_Work task:_ Print every entry word for word, but omit the pictures.

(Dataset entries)
....

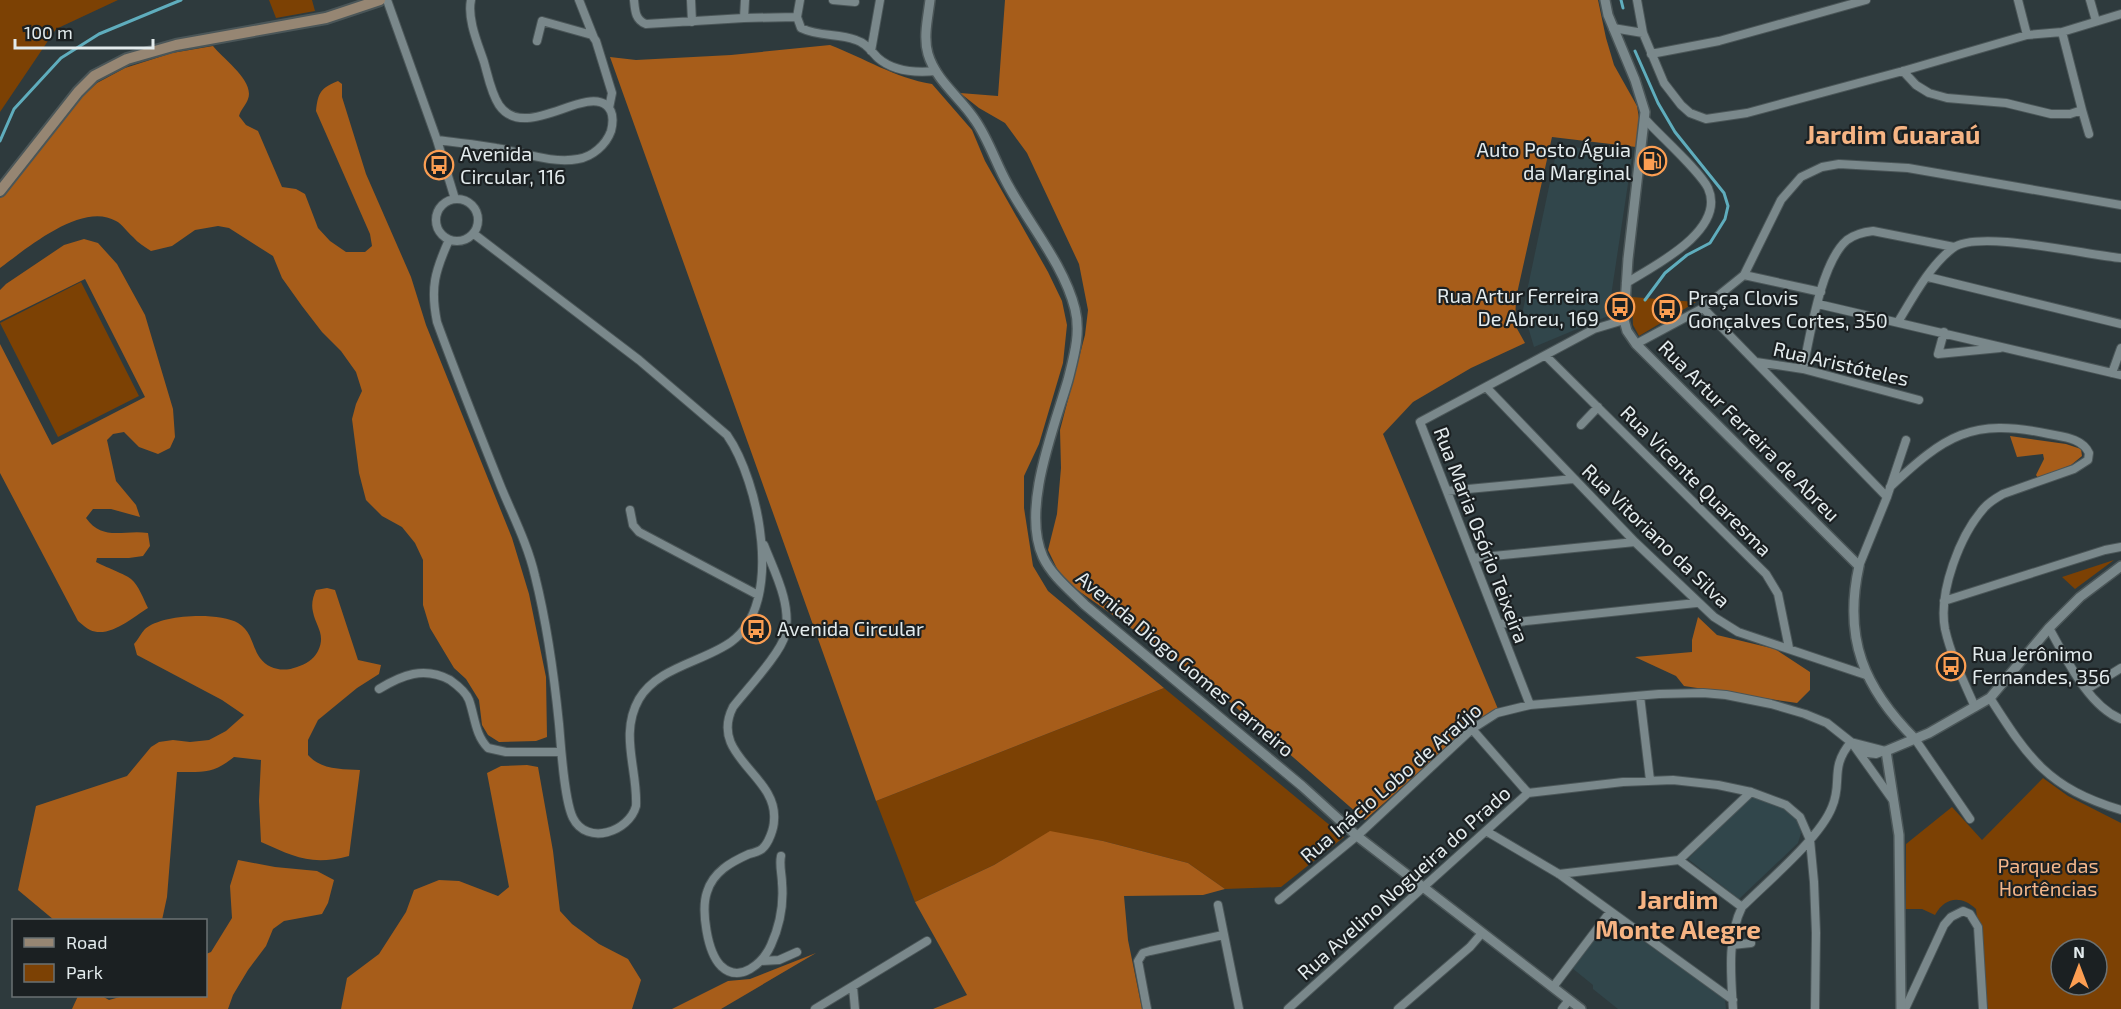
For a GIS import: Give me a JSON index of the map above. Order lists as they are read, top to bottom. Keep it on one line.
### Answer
{"streets":{"street":["Rua Aristóteles","Rua Artur Ferreira de Abreu","Rua Vicente Quaresma","Rua Maria Osório Teixeira","Rua Vitoriano da Silva","Avenida Diogo Gomes Carneiro","Rua Inácio Lobo de Araújo","Rua Avelino Nogueira do Prado"]},"crossings":[["Rua Artur Ferreira de Abreu","Rua Maria Osório Teixeira"],["Rua Vicente Quaresma","Rua Maria Osório Teixeira"],["Rua Vicente Quaresma","Rua Vitoriano da Silva"],["Rua Maria Osório Teixeira","Rua Vitoriano da Silva"],["Rua Maria Osório Teixeira","Rua Inácio Lobo de Araújo"],["Avenida Diogo Gomes Carneiro","Rua Inácio Lobo de Araújo"],["Avenida Diogo Gomes Carneiro","Rua Avelino Nogueira do Prado"]],"districts":["Jardim Guaraú","Jardim Monte Alegre"],"parks":["Parque das Hortências"],"places":{"fuel station":["Auto Posto Águia da Marginal"],"bus stop":["Avenida Circular, 116","Rua Artur Ferreira De Abreu, 169","Praça Clovis Gonçalves Cortes, 350","Avenida Circular","Rua Jerônimo Fernandes, 356"]},"legend":["Road","Park"],"scale_bar":"100 m","north":"top"}
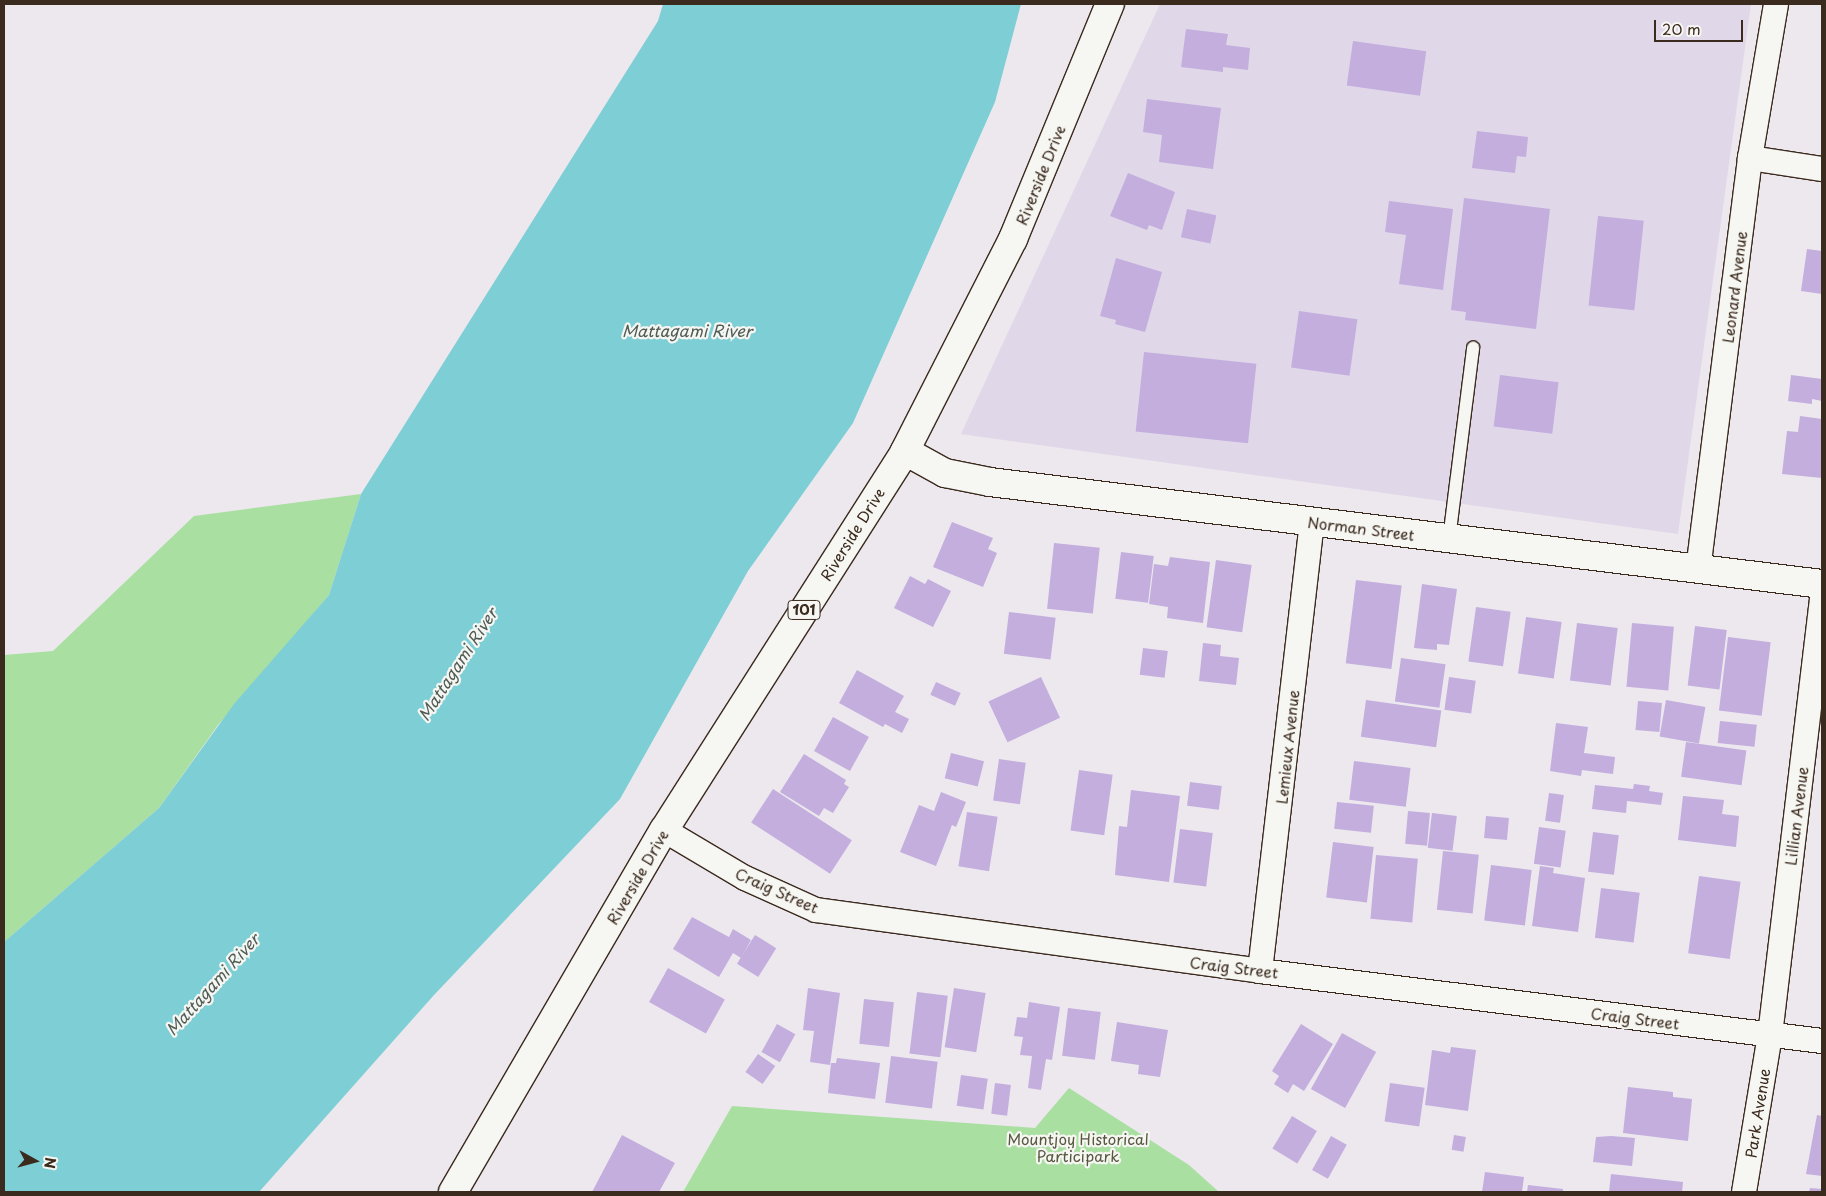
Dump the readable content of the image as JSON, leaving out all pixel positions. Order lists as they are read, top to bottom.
{
  "streets": {
    "main road": ["Riverside Drive", "Norman Street", "101"],
    "street": [
      "Leonard Avenue",
      "Lemieux Avenue",
      "Lillian Avenue",
      "Craig Street",
      "Park Avenue"
    ]
  },
  "crossings": [
    ["Riverside Drive", "Norman Street"],
    ["Riverside Drive", "Craig Street"],
    ["Leonard Avenue", "Norman Street"],
    ["Norman Street", "Lemieux Avenue"],
    ["Lemieux Avenue", "Craig Street"],
    ["Lillian Avenue", "Craig Street"],
    ["Lillian Avenue", "Park Avenue"],
    ["Craig Street", "Park Avenue"]
  ],
  "water": ["Mattagami River"],
  "parks": ["Mountjoy Historical Participark"],
  "scale_bar": "20 m",
  "north": "right"
}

....

_The completed task:_
For a GIS import: Give me a JSON index of the map above. Order lists as they are read, top to bottom. Keep it on one line.
### Answer
{"streets":{"street":["Rua Aristóteles","Rua Artur Ferreira de Abreu","Rua Vicente Quaresma","Rua Maria Osório Teixeira","Rua Vitoriano da Silva","Avenida Diogo Gomes Carneiro","Rua Inácio Lobo de Araújo","Rua Avelino Nogueira do Prado"]},"crossings":[["Rua Artur Ferreira de Abreu","Rua Maria Osório Teixeira"],["Rua Vicente Quaresma","Rua Maria Osório Teixeira"],["Rua Vicente Quaresma","Rua Vitoriano da Silva"],["Rua Maria Osório Teixeira","Rua Vitoriano da Silva"],["Rua Maria Osório Teixeira","Rua Inácio Lobo de Araújo"],["Avenida Diogo Gomes Carneiro","Rua Inácio Lobo de Araújo"],["Avenida Diogo Gomes Carneiro","Rua Avelino Nogueira do Prado"]],"districts":["Jardim Guaraú","Jardim Monte Alegre"],"parks":["Parque das Hortências"],"places":{"fuel station":["Auto Posto Águia da Marginal"],"bus stop":["Avenida Circular, 116","Rua Artur Ferreira De Abreu, 169","Praça Clovis Gonçalves Cortes, 350","Avenida Circular","Rua Jerônimo Fernandes, 356"]},"legend":["Road","Park"],"scale_bar":"100 m","north":"top"}
Dump the readable content of the image as JSON, leaving out all pixel positions. Order lists as they are read, top to bottom.
{
  "streets": {
    "main road": ["Riverside Drive", "Norman Street", "101"],
    "street": [
      "Leonard Avenue",
      "Lemieux Avenue",
      "Lillian Avenue",
      "Craig Street",
      "Park Avenue"
    ]
  },
  "crossings": [
    ["Riverside Drive", "Norman Street"],
    ["Riverside Drive", "Craig Street"],
    ["Leonard Avenue", "Norman Street"],
    ["Norman Street", "Lemieux Avenue"],
    ["Lemieux Avenue", "Craig Street"],
    ["Lillian Avenue", "Craig Street"],
    ["Lillian Avenue", "Park Avenue"],
    ["Craig Street", "Park Avenue"]
  ],
  "water": ["Mattagami River"],
  "parks": ["Mountjoy Historical Participark"],
  "scale_bar": "20 m",
  "north": "right"
}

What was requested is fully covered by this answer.